## Recent papers

#### Approximate Unitary *k*-Designs from Shallow, Low-Communication Circuits

**Nicholas LaRacuente and Felix Leditzky**

arXiv:2407.07876

In this paper we give constructions of approximate unitary designs from shallow, low-communication circuits. A *unitary k-design* is a set of unitaries that approximates the first k moments of the Haar measure, the unique left- and right-invariant measure on the unitary group that can be understood as a uniform distribution on unitaries. Our construction is recursive and uses overlapping Haar twirls on subsystems that are analyzed using von Neumann’s alternating projection method.

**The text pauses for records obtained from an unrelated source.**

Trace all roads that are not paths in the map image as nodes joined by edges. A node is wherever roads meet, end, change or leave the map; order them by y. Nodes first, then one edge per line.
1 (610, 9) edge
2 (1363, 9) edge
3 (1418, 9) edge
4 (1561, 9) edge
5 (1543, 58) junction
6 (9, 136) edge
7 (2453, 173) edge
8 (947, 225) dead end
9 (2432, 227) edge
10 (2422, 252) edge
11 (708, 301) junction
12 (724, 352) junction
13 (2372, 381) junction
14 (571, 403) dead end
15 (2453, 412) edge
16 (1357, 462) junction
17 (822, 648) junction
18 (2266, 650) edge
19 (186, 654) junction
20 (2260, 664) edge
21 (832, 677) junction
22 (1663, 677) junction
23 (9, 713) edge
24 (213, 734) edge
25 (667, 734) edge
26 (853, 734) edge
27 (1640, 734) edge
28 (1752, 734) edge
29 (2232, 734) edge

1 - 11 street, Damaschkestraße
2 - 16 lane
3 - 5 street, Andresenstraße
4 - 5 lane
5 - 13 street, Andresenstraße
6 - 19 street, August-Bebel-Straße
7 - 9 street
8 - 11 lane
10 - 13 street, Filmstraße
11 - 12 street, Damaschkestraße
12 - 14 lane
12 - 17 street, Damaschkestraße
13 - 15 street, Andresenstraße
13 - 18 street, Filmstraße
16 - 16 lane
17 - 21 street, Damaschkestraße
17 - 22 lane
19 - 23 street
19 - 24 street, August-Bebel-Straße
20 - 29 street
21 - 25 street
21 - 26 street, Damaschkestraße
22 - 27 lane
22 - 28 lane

#### Multivariate Fidelities

**Theshani Nuradha, Hemant K. Mishra, Felix Leditzky and Mark M. Wilde**

arXiv:2404.16101

The bivariate fidelity between quantum states is an important measure of distance between quantum states that can be used to quantify how well a certain information-theoretic task approximates a target state. In this paper we focus on multivariate fidelities, that is, distance measures for a collection of quantum states. We give various multivariate generalizations of the classical and quantum bivariate fidelity and prove a range of useful properties like the data-processing inequality and symmetry under exchange of arguments, and inequalities relating the different multivariate fidelities to each other. For a particular example, the multivariate log-Euclidean fidelity, we also give an operational interpretation in the context of quantum hypothesis testing.

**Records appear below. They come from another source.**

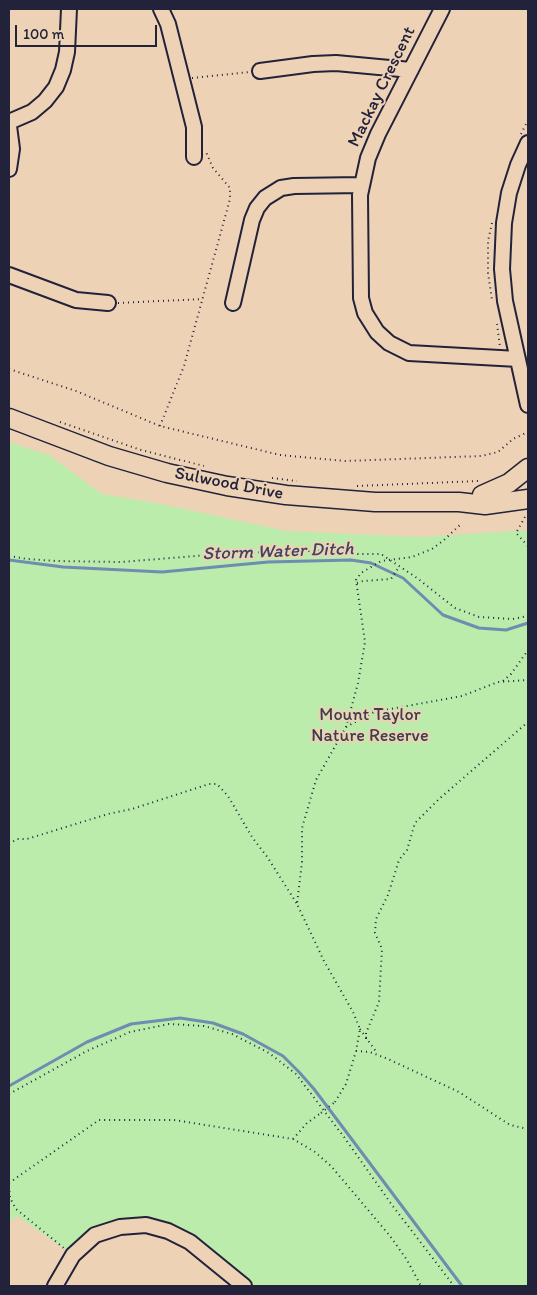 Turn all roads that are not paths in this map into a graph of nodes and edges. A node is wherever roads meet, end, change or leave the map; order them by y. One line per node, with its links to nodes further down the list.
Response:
1 (69, 9): 6 (street)
2 (161, 9): 8 (street)
3 (442, 9): 4 (street, Mackay Crescent)
4 (411, 70): 5 (street); 10 (street, Mackay Crescent)
5 (260, 71)
6 (9, 124): 9 (street)
7 (528, 143): 14 (street)
8 (200, 157)
9 (9, 169)
10 (361, 185): 13 (street); 14 (street, Mackay Crescent)
11 (9, 275): 12 (street)
12 (108, 303)
13 (233, 303)
14 (518, 359): 15 (street)
15 (528, 405)
16 (9, 418): 21 (main road, Sulwood Drive)
17 (528, 468): 18 (main road)
18 (483, 488): 19 (main road, Sulwood Drive); 21 (main road, Sulwood Drive)
19 (528, 488)
20 (528, 499): 21 (main road, Sulwood Drive)
21 (459, 502)
22 (55, 1286): 23 (street)
23 (244, 1286) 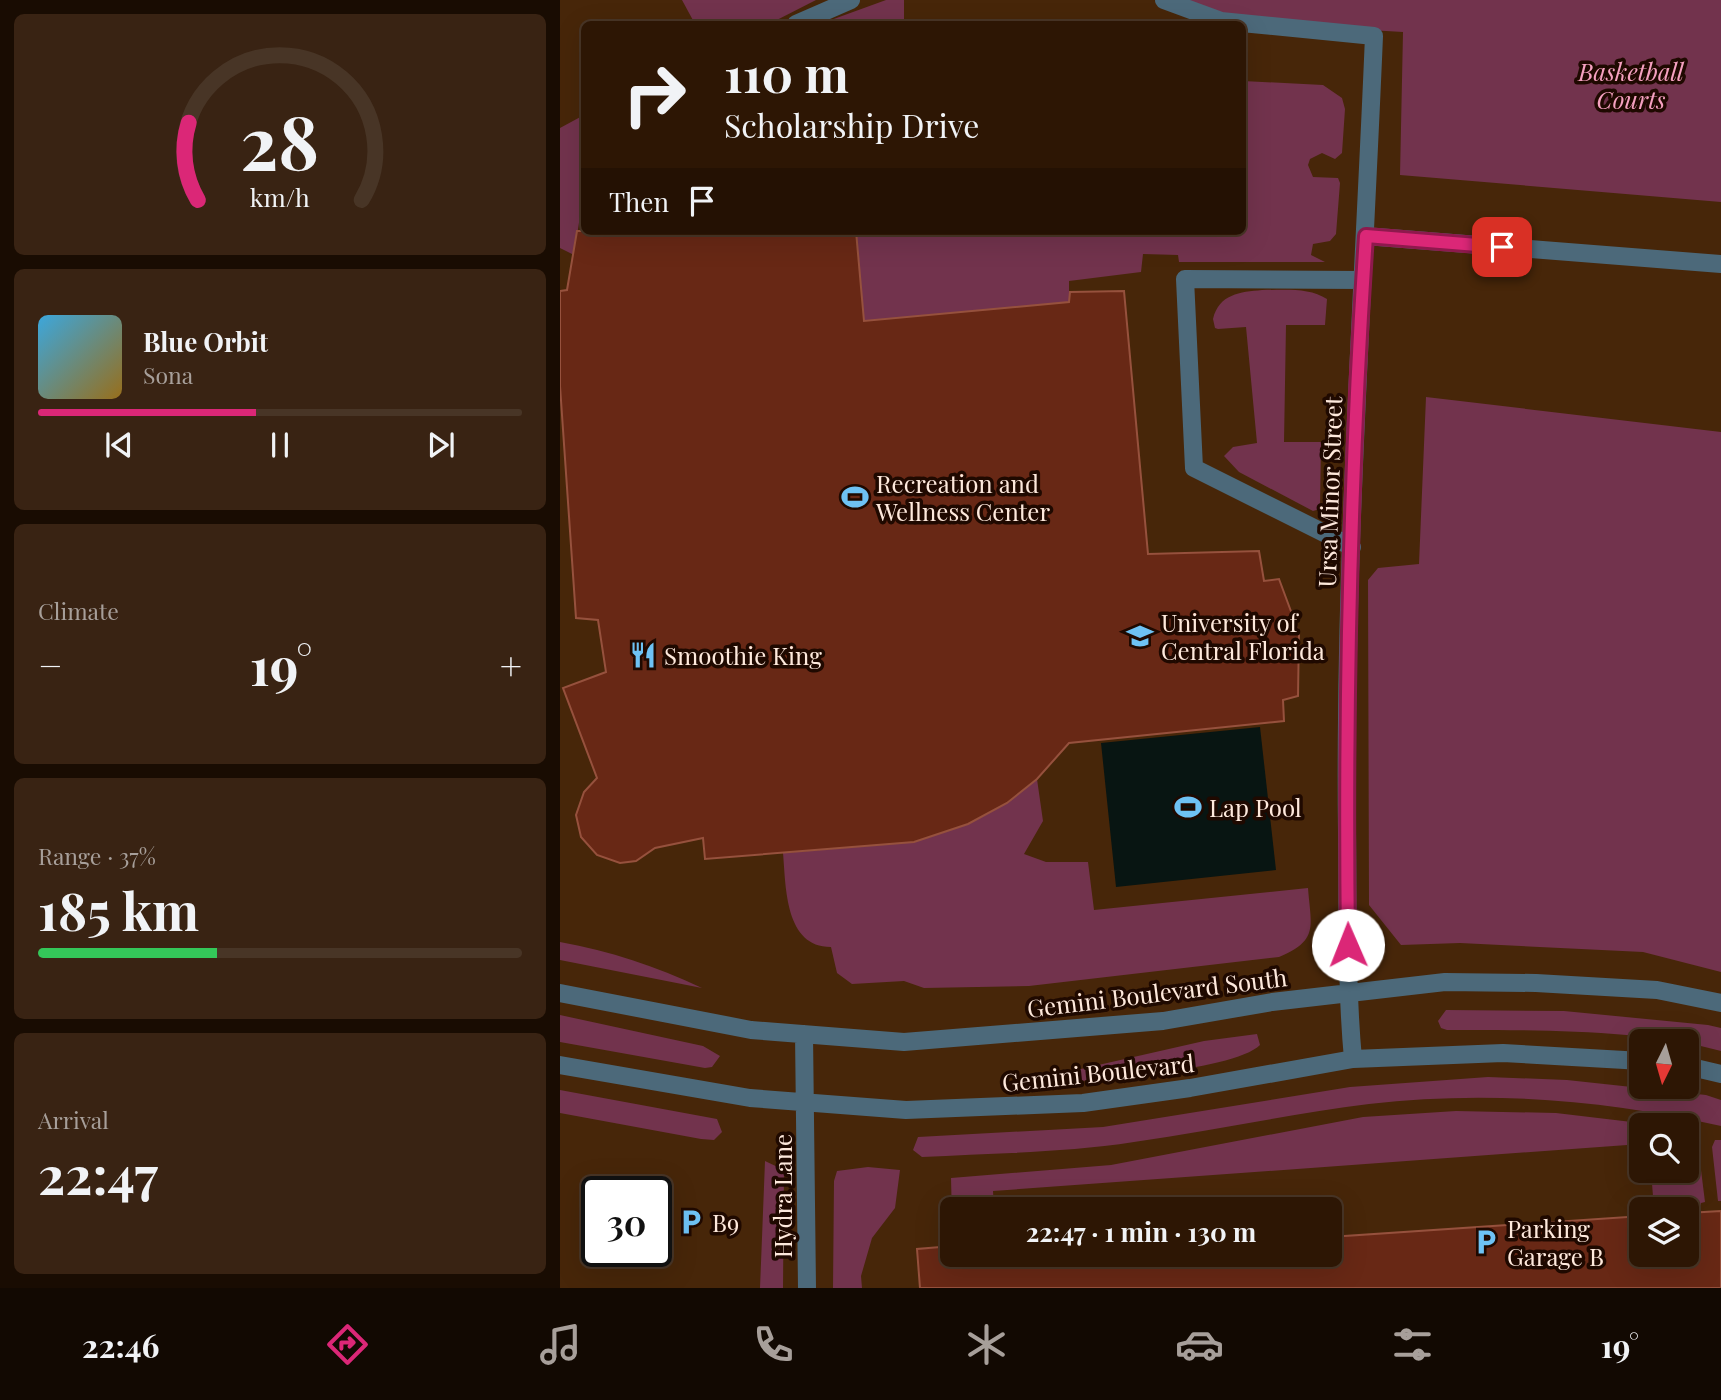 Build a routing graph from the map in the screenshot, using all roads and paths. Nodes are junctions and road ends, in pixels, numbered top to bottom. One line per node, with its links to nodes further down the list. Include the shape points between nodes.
1 (851, 0): 3 (street)
2 (1164, 0): 4 (street, Ursa Minor Street)
3 (803, 21)
4 (1221, 21)
5 (1246, 23): 6 (street, Ursa Minor Street, via 1374,36)
6 (1366, 236): 7 (street); 8 (street, Ursa Minor Street)
7 (1721, 264)
8 (1363, 280): 9 (street, Ursa Minor Street); 9 (street, via 1185,279 1194,468)
9 (1352, 547): 10 (street, Ursa Minor Street, via 1346,729)
10 (1347, 992): 12 (street, Gemini Boulevard South, via 1446,982 1536,983 1657,990); 13 (street, Gemini Boulevard South, via 1059,1032 904,1042); 14 (street, Ursa Minor Street)
11 (560, 993): 13 (street, Gemini Boulevard South, via 751,1030)
12 (1721, 1003)
13 (804, 1034): 19 (street, Hydra Lane)
14 (1353, 1059): 15 (street, Gemini Boulevard, via 1503,1053); 19 (street, Gemini Boulevard, via 1083,1103 906,1110)
15 (1629, 1060)
16 (560, 1065): 19 (street, Gemini Boulevard)
17 (1699, 1069): 18 (street)
18 (1721, 1074)
19 (805, 1104): 20 (street, Hydra Lane)
20 (807, 1288)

#### Operational Nonclassicality in Quantum Communication Networks

**Brian Doolittle, Felix Leditzky and Eric Chitambar**

arXiv:2403.02988

In a quantum communication network the senders (or nodes) can send each other quantum or classical information, assisted by shared entanglement, local processing and measurements. A crucial question is whether a communication network is genuinely quantum (or nonclassical), in the sense that its behavior could only be reproduced by a purely classical network if additional resources (such as extra classical communication) are available. In this paper we devise a framework based on linear constraints that characterizes classical communication networks with given constraints on the classical communication between nodes. Violating these classical constraints with quantum resources then certifies the nonclassicality of a given network, much like the violation of a Bell inequality in a bipartite scenario. We achieve these operational certifications of nonclassicality using variational quantum algorithms, which can be implemented on available quantum hardware. The code for this paper is available on GitHub.